Novus medical directors would sign certificates of terminal illness indicating that they had determined that a beneficiary was eligible for hospice services regardless of whether this was true or not; prepare re-certifications of terminal illness for beneficiaries already on hospice, which falsely indicated that the beneficiaries continued to be hospice eligible; and routinely give medical directors’ login information to others to log into Novus’s electronic medical records database to create and sign physician orders for services that had not been performed or had not been performed by the medical directors.
Harris would direct that beneficiaries be placed on continuous care, whether the beneficiaries needed this service or not. This decision would often be made without any consultation with a physician. Continuous care physician’s orders were falsified and uploaded into Novus’s electronic medical records database. When a beneficiary was on continuous care, the Novus nurses would administer high doses of Schedule II controlled medications such as morphine or hydromorphone, whether the beneficiary needed the medication or not. The defendants and others obtained these Schedule II medications with “C2” prescription forms (used for the prescription of controlled substances) which had been unlawfully pre-signed by medical directors. One reason for this aggressive medicating practice was that Harris wanted to ensure that the beneficiaries’ medical records contained documentation that would justify billing Medicare at the higher continuous care billing rate. There were instances when these excessive dosages resulted in serious bodily injury or death to the beneficiaries.

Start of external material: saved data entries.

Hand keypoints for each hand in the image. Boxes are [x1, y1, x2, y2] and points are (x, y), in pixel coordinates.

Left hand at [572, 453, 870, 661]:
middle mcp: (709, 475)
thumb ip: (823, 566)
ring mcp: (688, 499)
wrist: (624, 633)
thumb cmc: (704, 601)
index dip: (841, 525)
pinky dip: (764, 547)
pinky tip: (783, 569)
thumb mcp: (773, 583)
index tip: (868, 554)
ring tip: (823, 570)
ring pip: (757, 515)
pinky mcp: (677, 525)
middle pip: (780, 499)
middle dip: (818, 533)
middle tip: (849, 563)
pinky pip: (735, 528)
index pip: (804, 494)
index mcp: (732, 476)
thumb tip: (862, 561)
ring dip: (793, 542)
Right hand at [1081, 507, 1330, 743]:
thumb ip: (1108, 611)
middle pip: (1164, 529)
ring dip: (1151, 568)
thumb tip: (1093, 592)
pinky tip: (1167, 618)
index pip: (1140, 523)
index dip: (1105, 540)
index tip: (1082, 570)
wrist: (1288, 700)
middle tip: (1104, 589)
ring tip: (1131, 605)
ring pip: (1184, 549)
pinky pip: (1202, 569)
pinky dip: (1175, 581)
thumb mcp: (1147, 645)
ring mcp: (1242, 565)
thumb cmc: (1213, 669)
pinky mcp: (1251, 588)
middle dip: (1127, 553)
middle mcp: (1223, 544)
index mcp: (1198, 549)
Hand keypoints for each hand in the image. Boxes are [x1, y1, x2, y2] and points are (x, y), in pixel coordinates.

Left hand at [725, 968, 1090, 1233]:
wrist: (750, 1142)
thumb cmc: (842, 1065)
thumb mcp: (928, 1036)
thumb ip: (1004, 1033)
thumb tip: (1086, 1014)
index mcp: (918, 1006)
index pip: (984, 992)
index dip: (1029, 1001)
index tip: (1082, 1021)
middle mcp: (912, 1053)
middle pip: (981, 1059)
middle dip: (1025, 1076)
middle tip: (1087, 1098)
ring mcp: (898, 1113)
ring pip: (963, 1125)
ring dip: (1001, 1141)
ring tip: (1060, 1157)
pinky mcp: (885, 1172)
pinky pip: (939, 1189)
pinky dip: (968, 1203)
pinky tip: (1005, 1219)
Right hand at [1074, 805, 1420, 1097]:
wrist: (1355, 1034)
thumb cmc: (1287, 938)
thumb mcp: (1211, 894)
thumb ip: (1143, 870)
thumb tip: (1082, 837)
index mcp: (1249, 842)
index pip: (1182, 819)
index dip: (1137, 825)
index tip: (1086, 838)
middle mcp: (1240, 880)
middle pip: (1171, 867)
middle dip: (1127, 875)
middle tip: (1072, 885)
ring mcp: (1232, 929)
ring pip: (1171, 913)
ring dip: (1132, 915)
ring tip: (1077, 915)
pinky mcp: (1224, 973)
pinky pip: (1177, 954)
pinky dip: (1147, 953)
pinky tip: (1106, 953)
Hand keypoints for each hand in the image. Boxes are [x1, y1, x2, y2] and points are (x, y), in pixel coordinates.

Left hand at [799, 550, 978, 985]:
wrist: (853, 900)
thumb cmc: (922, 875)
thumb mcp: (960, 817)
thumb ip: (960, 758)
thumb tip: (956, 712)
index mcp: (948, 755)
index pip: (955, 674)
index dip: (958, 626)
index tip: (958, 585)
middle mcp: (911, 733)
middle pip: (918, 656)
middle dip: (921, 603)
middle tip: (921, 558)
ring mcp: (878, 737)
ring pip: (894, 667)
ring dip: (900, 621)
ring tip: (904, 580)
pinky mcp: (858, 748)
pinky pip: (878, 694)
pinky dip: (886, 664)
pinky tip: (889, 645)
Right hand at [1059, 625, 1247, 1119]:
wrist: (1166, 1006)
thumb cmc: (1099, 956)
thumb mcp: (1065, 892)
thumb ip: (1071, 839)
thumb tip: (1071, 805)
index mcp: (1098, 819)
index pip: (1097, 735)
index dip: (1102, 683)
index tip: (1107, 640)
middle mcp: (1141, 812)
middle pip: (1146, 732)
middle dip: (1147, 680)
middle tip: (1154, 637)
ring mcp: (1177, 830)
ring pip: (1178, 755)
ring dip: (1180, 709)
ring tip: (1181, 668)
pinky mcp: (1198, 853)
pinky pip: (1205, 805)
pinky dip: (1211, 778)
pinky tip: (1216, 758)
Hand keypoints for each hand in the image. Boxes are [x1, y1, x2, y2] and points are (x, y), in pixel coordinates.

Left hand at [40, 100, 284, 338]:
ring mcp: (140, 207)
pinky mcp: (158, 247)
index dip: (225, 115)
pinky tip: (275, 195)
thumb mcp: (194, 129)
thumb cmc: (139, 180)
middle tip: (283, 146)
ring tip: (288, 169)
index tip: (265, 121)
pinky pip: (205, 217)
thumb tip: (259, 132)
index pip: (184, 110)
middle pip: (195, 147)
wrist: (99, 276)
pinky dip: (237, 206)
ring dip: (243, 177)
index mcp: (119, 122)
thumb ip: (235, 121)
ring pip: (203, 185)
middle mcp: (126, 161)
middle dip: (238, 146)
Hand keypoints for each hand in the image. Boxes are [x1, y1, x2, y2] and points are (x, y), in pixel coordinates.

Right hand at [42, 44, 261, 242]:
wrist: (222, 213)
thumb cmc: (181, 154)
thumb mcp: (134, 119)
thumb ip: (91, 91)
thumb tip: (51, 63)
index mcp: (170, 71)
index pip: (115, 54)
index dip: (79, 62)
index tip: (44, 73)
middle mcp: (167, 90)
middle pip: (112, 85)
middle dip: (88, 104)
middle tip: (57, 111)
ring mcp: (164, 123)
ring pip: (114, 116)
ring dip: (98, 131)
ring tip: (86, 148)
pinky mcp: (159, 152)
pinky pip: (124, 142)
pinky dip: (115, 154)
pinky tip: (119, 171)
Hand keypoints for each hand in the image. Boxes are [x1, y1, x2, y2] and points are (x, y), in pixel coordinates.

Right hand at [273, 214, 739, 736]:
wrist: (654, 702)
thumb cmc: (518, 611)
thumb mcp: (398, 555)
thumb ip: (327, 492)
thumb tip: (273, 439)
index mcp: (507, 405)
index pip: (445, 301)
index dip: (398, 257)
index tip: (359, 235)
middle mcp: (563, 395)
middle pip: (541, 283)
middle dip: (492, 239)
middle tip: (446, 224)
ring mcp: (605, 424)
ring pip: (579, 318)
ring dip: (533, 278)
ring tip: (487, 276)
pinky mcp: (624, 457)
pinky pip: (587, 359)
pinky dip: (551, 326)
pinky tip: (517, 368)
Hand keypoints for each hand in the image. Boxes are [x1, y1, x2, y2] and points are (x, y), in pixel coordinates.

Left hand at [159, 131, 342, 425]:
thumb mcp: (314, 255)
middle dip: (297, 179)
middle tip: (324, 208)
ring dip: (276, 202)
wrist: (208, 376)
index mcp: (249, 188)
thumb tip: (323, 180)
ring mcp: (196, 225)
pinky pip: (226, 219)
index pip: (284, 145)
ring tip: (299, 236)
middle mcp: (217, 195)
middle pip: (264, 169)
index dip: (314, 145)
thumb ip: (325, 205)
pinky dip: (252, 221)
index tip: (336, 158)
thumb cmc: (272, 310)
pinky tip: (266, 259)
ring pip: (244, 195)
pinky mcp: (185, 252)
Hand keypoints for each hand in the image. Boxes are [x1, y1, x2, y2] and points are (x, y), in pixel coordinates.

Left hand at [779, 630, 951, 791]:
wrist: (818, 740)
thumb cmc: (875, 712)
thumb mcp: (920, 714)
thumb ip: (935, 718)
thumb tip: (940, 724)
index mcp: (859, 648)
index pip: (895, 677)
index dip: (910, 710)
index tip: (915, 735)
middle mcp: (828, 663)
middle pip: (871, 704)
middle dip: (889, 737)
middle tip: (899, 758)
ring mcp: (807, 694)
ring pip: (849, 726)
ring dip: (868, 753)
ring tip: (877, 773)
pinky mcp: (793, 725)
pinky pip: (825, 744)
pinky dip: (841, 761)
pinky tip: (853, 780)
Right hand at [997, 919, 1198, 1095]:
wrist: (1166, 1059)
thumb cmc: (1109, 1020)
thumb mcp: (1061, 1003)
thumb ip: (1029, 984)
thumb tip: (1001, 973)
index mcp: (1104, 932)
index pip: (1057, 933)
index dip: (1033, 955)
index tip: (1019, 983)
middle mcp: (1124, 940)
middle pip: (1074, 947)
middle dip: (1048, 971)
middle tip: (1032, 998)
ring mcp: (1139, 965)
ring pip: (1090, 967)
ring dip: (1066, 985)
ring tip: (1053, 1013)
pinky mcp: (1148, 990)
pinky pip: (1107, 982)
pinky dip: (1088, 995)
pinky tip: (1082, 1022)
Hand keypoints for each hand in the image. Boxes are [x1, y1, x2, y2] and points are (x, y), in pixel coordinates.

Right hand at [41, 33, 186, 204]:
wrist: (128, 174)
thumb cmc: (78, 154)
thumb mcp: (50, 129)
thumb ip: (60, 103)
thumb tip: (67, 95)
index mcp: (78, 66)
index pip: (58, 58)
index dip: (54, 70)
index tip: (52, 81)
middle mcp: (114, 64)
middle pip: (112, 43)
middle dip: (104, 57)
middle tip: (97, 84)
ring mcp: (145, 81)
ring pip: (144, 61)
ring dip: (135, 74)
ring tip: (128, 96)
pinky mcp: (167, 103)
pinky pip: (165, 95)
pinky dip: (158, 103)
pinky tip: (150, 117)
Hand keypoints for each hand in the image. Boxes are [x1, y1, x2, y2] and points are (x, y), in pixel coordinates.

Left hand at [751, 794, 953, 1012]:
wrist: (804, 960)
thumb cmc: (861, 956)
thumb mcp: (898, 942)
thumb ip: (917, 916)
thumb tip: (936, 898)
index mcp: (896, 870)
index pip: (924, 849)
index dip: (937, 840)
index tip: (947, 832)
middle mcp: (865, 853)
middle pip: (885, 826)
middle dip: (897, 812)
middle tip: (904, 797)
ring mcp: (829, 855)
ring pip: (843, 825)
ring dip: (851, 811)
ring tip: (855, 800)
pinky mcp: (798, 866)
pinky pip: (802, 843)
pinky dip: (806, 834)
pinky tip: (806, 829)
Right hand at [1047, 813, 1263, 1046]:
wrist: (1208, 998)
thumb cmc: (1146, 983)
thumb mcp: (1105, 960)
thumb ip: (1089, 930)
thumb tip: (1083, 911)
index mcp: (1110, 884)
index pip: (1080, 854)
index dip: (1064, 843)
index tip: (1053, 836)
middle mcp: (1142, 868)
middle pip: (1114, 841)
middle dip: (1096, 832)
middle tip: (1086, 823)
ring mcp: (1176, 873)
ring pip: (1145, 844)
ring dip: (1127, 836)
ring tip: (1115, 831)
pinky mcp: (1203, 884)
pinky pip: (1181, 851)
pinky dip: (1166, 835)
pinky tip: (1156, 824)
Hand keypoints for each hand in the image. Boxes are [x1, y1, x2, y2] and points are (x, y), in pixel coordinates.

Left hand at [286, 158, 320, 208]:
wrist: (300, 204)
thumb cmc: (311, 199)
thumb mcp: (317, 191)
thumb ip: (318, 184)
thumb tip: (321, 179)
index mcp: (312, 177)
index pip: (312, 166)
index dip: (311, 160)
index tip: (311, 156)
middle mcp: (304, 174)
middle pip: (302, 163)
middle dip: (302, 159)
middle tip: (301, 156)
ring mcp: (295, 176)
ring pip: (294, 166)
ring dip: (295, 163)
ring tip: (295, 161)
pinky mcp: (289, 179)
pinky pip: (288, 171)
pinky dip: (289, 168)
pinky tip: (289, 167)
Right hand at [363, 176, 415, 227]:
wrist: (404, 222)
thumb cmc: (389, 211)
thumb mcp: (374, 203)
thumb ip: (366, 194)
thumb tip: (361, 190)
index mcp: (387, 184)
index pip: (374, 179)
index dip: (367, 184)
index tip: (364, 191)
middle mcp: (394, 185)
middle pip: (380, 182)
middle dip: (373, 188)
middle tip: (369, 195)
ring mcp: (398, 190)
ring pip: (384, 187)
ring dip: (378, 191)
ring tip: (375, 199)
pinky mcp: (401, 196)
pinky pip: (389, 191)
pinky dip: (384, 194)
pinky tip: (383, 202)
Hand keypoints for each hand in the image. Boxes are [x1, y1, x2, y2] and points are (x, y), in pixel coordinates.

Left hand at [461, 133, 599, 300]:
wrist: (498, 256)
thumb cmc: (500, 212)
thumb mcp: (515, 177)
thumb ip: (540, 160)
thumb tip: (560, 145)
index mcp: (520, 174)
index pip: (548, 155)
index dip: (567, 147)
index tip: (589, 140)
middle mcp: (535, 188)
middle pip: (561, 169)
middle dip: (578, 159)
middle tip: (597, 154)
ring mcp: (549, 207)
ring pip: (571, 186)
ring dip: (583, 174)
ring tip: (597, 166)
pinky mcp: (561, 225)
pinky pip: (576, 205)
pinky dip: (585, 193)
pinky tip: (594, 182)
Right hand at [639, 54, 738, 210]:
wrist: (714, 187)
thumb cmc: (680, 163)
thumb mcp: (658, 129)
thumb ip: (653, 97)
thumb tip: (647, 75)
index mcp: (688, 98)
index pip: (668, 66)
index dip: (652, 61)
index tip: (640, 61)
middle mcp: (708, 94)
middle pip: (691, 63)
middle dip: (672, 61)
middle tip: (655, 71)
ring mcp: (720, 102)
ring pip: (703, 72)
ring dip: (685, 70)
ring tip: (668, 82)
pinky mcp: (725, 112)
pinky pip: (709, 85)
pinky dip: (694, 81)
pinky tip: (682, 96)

An indictment is merely an allegation and defendants are presumed innocent unless and until proven guilty beyond a reasonable doubt in a court of law. If convicted, however, each count of conspiracy to commit health care fraud and substantive health care fraud count carries a maximum statutory penalty of 10 years in federal prison and a $250,000 fine.
The case is being investigated by the Federal Bureau of Investigation, the U.S. Department of Health and Human Services (HHS) Office of Inspector General (OIG), and the Texas Attorney General’s Medicaid Fraud Control Unit (MFCU).
Assistant U.S. Attorney Russell Fusco is prosecuting the case.